Mutant huntingtin and mitochondrial dysfunction

Abstract

Huntington's disease (HD) is a fatal, inherited neurodegenerative disorder that gradually robs affected individuals of memory, cognitive skills and normal movements. Although research has identified a single faulty gene, the huntingtin gene, as the cause of the disease, a cure remains elusive. Strong evidence indicates that mitochondrial impairment plays a key part in HD pathogenesis. Here, we highlight how mutant huntingtin (mtHtt) might cause mitochondrial dysfunction by either perturbing transcription of nuclear-encoded mitochondrial proteins or by direct interaction with the organelle and modulation of respiration, mitochondrial membrane potential and Ca(2+) buffering.
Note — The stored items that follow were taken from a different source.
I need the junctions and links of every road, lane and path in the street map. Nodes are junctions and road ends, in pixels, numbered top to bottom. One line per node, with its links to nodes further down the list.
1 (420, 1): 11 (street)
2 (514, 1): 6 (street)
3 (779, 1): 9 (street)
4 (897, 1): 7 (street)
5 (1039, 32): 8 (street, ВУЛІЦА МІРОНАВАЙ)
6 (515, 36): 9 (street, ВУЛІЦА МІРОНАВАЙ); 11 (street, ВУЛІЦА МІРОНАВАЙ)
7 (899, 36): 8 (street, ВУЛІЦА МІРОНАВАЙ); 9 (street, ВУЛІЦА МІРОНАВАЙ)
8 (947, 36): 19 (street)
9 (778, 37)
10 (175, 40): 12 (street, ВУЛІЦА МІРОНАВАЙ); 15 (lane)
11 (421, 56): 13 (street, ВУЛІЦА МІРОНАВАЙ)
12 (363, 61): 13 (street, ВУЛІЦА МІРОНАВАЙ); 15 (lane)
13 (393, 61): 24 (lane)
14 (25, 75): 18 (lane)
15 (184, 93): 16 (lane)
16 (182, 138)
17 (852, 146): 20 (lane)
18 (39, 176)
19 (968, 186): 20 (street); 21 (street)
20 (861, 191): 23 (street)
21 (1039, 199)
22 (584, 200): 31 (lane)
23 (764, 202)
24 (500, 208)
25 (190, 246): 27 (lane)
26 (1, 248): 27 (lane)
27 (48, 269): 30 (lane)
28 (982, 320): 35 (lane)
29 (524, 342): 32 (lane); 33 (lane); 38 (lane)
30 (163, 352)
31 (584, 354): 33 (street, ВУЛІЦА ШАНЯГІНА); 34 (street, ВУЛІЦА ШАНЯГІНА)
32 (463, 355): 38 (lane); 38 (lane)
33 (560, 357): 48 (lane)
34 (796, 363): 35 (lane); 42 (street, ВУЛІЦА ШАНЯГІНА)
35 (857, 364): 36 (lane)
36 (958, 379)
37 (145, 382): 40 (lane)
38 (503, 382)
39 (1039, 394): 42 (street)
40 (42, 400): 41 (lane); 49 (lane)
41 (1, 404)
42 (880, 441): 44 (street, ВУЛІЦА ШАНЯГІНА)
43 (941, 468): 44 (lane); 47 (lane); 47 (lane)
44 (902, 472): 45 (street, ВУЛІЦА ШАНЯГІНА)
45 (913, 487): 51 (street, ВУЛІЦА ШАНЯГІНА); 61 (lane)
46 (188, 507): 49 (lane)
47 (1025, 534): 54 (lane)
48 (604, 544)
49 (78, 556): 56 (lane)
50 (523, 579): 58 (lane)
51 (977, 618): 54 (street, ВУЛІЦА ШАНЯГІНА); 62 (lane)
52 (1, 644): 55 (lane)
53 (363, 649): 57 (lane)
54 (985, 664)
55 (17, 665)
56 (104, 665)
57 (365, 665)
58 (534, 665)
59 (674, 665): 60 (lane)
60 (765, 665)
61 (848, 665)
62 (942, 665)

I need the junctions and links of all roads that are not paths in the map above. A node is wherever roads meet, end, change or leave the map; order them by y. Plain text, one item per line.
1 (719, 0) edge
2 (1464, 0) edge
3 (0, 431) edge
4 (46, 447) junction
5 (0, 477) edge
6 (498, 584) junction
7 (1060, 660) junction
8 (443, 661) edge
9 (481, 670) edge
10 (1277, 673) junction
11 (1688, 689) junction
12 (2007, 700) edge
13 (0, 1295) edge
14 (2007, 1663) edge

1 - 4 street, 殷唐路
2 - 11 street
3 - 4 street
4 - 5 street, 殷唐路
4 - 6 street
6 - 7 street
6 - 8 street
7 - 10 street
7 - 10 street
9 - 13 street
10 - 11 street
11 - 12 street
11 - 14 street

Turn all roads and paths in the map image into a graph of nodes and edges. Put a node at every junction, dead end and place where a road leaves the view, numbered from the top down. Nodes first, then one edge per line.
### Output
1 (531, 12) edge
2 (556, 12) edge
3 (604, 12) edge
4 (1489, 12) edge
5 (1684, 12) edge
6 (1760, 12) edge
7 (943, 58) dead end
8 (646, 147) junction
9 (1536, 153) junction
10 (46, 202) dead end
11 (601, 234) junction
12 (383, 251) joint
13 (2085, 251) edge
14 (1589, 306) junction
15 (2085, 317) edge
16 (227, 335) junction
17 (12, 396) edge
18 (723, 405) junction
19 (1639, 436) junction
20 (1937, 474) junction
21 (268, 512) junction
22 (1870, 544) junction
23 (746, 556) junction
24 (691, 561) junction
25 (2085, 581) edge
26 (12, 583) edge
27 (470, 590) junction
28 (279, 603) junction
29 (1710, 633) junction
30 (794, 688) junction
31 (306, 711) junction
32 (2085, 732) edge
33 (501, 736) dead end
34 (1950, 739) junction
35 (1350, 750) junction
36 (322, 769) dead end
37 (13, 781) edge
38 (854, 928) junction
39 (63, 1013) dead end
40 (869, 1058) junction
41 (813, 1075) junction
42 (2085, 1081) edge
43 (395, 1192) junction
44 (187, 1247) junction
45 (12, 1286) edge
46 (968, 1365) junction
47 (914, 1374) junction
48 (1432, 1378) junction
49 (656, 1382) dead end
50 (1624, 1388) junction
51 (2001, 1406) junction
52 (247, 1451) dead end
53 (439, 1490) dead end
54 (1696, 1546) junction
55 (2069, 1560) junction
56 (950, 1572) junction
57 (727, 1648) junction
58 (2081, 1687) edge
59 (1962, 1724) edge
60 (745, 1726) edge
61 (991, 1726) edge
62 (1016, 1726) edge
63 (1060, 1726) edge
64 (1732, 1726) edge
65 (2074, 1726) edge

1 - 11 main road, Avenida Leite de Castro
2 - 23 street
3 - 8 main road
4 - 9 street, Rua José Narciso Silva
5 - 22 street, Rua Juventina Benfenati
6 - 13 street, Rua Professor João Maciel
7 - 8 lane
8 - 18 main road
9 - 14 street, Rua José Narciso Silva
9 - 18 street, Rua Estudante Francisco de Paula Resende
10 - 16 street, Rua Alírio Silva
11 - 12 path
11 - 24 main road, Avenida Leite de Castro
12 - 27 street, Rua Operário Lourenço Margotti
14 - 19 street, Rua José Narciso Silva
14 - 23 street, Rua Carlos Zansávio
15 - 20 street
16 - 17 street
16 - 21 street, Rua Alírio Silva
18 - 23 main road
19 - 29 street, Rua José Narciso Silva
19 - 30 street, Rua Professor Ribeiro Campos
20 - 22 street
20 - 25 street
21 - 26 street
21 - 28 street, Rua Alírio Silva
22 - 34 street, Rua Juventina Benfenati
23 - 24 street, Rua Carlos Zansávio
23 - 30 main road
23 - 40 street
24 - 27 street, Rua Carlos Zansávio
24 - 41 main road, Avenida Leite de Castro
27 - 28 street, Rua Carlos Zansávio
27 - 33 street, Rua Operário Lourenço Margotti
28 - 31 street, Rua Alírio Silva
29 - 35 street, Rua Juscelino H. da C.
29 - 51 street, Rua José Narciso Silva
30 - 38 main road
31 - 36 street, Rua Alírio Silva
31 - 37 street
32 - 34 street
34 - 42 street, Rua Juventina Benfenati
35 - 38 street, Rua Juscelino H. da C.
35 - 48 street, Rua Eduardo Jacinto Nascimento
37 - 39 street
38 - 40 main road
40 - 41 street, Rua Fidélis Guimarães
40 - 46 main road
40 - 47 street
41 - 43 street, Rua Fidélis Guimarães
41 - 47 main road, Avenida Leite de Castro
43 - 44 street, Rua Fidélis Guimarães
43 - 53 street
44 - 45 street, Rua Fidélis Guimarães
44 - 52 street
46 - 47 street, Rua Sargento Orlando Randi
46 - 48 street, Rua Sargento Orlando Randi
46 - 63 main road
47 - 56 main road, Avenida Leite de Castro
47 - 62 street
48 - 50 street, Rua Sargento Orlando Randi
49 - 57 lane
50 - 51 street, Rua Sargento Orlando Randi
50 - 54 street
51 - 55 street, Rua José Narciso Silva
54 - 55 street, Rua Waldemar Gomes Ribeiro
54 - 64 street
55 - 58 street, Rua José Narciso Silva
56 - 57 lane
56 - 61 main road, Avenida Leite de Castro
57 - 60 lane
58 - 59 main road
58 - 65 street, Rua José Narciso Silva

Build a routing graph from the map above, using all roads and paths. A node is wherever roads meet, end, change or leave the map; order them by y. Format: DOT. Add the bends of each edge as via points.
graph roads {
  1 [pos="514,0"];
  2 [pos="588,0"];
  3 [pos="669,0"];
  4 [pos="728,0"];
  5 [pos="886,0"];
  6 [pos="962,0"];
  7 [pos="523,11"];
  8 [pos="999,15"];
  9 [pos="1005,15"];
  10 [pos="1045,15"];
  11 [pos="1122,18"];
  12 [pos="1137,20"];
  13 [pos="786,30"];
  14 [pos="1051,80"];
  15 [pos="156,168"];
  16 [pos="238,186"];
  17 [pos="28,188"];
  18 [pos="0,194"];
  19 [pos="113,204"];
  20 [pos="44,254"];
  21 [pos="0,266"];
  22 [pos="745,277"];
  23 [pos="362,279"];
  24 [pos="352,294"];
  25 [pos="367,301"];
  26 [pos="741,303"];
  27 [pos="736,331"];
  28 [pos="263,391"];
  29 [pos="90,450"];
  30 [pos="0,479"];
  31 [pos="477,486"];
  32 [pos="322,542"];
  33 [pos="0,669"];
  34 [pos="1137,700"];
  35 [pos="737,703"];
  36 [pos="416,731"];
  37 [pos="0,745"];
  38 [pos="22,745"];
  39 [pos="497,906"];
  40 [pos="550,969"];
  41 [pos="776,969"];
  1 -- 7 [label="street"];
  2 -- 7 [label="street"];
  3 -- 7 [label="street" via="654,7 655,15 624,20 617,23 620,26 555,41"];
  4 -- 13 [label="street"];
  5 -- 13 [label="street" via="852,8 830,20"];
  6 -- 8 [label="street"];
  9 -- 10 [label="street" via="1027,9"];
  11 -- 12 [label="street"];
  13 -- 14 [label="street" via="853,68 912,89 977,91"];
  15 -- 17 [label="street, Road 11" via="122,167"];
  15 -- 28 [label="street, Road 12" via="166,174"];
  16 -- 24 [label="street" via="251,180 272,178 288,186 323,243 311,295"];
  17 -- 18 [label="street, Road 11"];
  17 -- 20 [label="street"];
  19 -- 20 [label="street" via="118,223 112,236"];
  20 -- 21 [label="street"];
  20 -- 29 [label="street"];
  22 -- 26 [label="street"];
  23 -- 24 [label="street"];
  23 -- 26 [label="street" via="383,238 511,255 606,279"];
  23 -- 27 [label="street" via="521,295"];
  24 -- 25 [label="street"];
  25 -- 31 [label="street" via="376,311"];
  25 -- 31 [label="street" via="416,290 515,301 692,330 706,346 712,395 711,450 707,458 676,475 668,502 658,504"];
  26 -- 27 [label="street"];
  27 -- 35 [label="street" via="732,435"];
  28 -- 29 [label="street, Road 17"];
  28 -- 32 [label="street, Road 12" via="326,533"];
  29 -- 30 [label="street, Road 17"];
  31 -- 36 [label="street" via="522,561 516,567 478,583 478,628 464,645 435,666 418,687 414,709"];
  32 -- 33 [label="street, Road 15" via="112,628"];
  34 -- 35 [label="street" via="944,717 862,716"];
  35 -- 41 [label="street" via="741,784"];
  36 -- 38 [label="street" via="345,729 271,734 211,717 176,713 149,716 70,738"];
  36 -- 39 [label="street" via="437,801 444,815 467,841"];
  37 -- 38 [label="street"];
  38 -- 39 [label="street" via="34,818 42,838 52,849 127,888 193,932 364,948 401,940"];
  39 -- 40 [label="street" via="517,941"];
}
In addition, we propose that mtHtt might convey its neurotoxicity by evoking defects in mitochondrial dynamics, organelle trafficking and fission and fusion, which, in turn, might result in bioenergetic failure and HD-linked neuronal dysfunction and cell death. Finally, we speculate how mitochondria might dictate selective vulnerability of long projection neurons, such as medium spiny neurons, which are particularly affected in HD.

Figure 1

mtHtt impairs mitochondrial function by transcriptional dysregulation of nuclear encoded mitochondrial proteins and by direct effects on the organelle. (1) mtHtt blocks the PGC-1α promoter via inhibition of the CREB transcriptional activator, resulting in decreased PGC-1α expression. (2) Lowered PGC-1α will decrease PPARγ-mediated expression of nuclear encoded mitochondrial proteins that are necessary for respiration and oxidative damage defense. (3) mtHtt can have direct effects on mitochondria, blocking the respiratory complex II, just as 3-NP does. Respiratory inhibition, in turn, leads to decreased energy production and ΔΨ_m as well as increased ROS generation. The bioenergetic decline caused by transcriptional deregulation and direct effects of mtHtt on mitochondria can cause increased vulnerability to excitotoxic stimuli amplification of the mitochondrial damage by Ca²⁺-mediated mitochondrial permeability transition pore (mPTP) opening.

Figure 2

ATP-dependent motor proteins, dynein and kinesin, regulate anterograde and retrograde transport of mitochondria in neurons. Htt binds to HAP1, regulating dynein and kinesin function.

Figure 3

Hypothesis that mtHtt impinges on the mitochondrial fission/fusion engine by recruitment into the DRP1/MFN complexes. Mitochondrial fusion allows mixing of metabolites and mtDNA molecules. This process may prevent manifestation of mtDNA mutations by complementation with wild-type mtDNA. mtHtt may abnormally interact with the mitochondrial fission and fusion GTPases, DRP1 or MFN, thereby preventing further mitochondrial fusion or continuous fission. This may have a profound impact on mitochondrial mobility, Ca²⁺ handling, respiration, ATP production, free radical production and mitochondrial membrane potential. It may also lead to the manifestation of mitochondrial DNA mutations and may sensitize neurons to Ca²⁺-mediated opening of the mitochondrial permeability transition pore (mPTP) and release of apoptogenic factors like cytochrome c.